Human attempts to control and predict the weather are fascinating to me. Each season, we have a prepared list of names for each major storm that can come our way. We have color coded radar maps that apply hues symbolically to alert us to the patches of rain, wind, and force that are thought to be encountered. Once named, meteorologists discuss each storm as though it is a person, imbuing it with a personality as its fortune is told. There is an attempt to identify and understand each system, yet we still find ourselves powerless against these forces.

While the visual data is inspiring to me, so is the constantly changing and unpredictable nature of my subject. I start by creating rain patterns using sand and water and exposing them onto my silkscreens. Once printed, the “raindrops” dictate how I cut the paper and I cut in ways I might not expect. As I build a storm out of the pieces, the artwork becomes a meditation for the many things that are out of our hands but that we try so desperately to control. Although we try to assign names to our deepest fears, the most beautiful secrets of our world are often out of our reach.

Julie is lives and works in Raleigh, North Carolina. She graduated with her BFA in Sculpture from The Tyler School of Art, and her MFA in Printmaking from The Ohio State University. Julie exhibits locally and nationally, and her work is included in both public and private collections. She has exhibited at the Greenhill Center for NC Art, The Print Center, Philadelphia, SCOPE Miami Beach, Art Basel, The Mint Museum, Charlotte, UNC Wilmington, and the University of Utah. She recently completed a large scale installation for the School of Engineering at Duke University.  

www.julieannegreenberg.com

Original Art by Julie Anne Greenberg

When did your interest in art begin vs. when you began thinking of it as a career/life choice?

I have been an artist since a very young age. It was always a way of life and looking at the world. The shift to it becoming a career choice was as a high school junior, when my brother encouraged me to go to art school. I had always thought of my creativity as a character trait that would help me in the career path I chose. It never really clicked that it could just be the career. I went on to pursue a BFA and then an MFA and it was truly liberating. If I am really honest with myself, while I have gone down the career path of being an artist, it is still sinking in and something I work hard to internalize in the day to day.  

What draws you to your particular subject matter?

I am inspired by weather and natural phenomena. I have most recently focused on the subject of big weather events like hurricanes, winter storms, and other disturbances. Throughout my life, I have had the opportunity to travel to different parts of the world and experience the land and water as it manifests in each space. I close my eyes and remember hiking along the Mississippi River after the delta would flood, and how the cotton fields would transform into ink-black oceans at dusk. I remember growing up close to the Jersey shore and observing the mercurial nature of the sea. I think about my travels to Venice and the rising water levels.

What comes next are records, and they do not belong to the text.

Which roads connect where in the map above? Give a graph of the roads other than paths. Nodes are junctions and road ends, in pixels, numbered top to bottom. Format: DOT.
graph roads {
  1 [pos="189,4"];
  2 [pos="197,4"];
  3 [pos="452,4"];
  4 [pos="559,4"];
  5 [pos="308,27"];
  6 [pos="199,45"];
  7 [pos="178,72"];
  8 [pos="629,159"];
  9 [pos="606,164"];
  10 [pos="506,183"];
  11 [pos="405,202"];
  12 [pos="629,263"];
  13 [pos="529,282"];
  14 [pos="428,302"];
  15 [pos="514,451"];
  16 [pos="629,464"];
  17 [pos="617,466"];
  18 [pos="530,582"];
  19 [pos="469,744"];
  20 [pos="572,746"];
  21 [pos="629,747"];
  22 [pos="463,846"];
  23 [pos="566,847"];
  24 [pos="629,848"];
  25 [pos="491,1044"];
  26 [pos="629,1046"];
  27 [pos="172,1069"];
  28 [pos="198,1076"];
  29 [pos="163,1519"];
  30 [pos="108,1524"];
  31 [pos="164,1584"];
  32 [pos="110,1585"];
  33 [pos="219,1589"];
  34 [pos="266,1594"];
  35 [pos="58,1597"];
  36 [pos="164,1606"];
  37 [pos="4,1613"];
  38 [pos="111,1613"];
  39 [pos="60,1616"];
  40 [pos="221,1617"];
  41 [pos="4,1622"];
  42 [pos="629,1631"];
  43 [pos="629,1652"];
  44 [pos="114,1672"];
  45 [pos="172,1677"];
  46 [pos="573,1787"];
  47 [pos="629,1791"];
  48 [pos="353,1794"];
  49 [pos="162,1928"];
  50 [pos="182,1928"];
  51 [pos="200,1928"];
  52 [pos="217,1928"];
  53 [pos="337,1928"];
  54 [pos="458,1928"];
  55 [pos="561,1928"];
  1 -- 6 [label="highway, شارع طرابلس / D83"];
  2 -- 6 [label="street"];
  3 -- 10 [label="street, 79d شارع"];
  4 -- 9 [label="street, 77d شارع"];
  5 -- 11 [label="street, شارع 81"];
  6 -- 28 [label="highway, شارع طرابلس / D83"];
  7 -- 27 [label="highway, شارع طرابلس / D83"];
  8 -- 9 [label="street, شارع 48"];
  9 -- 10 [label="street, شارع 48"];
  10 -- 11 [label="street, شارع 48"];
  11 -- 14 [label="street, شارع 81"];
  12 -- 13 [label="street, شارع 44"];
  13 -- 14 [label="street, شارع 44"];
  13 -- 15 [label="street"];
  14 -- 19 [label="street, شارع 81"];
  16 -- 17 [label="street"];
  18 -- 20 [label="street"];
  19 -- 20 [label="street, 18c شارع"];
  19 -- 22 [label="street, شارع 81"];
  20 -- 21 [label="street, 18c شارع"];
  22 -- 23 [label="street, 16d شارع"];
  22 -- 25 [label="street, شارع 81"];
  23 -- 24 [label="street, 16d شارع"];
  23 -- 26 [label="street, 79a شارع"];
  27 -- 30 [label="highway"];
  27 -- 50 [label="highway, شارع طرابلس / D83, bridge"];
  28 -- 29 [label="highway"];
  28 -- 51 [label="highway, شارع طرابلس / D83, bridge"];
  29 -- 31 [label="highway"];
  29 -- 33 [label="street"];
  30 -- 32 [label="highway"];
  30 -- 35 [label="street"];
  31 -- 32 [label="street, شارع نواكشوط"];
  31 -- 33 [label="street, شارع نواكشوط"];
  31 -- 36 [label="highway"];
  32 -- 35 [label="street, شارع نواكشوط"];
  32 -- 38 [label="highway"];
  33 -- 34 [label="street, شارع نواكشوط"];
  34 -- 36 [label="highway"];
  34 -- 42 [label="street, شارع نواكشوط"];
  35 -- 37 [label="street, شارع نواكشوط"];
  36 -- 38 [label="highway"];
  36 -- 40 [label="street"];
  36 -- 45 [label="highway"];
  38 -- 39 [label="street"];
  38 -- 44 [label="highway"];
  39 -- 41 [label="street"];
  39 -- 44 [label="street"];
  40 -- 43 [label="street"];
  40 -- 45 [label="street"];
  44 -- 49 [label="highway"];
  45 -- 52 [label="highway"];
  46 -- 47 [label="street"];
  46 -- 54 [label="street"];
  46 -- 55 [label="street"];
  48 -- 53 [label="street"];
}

I recall snowfall in Ohio and how it would freeze every lake and pond with its perfect repeating crystals. Everywhere I go, I find water.  

In my practice, I find myself surrounded by cut paper and uncertainty. It is as though I am in the middle of a storm. The more I work on these pieces, the more I feel invested with the idea of forces that are out of our control. As a printmaker, I enjoy the unexpected energy that takes place when screenprinting patterns to paper and connect deeply with the surprises along the way. In the hours and days and months it takes to construct one of my pieces, I see each work as a meditation and a push and pull between the choices in life that I have agency to control and the events that are out of my grasp.  

Original Art by Julie Anne Greenberg

What interest of yours (outside of art) ends up influencing your practice the most?

The more I live and experience, the more I see how fragile and unpredictable the human condition is. I think often about landforms that precede me and trees that will outlive me. My practice resides in the shadowy corners of the unknown that surround our lives.  

What is one piece of advice you wish you could give your younger self?

To keep going even if I am scared.  

What would you say is your biggest goal for this year?

I very much feel like I am not finished making this current body of work and I plan to continue to do so. In addition, I also have the desire to experiment with even more materials in some separate bodies of work that move away from specificity. I am interested in seeing what happens if I invent my own forecasts and disturbances and juxtapose imagery in unexpected ways. It all feels very vague right now because it isn't real yet and that is exciting to me! I am excited to engage with some studies and experiments that allow me to figure out these suggestions in my head that have been whispering louder as time goes on.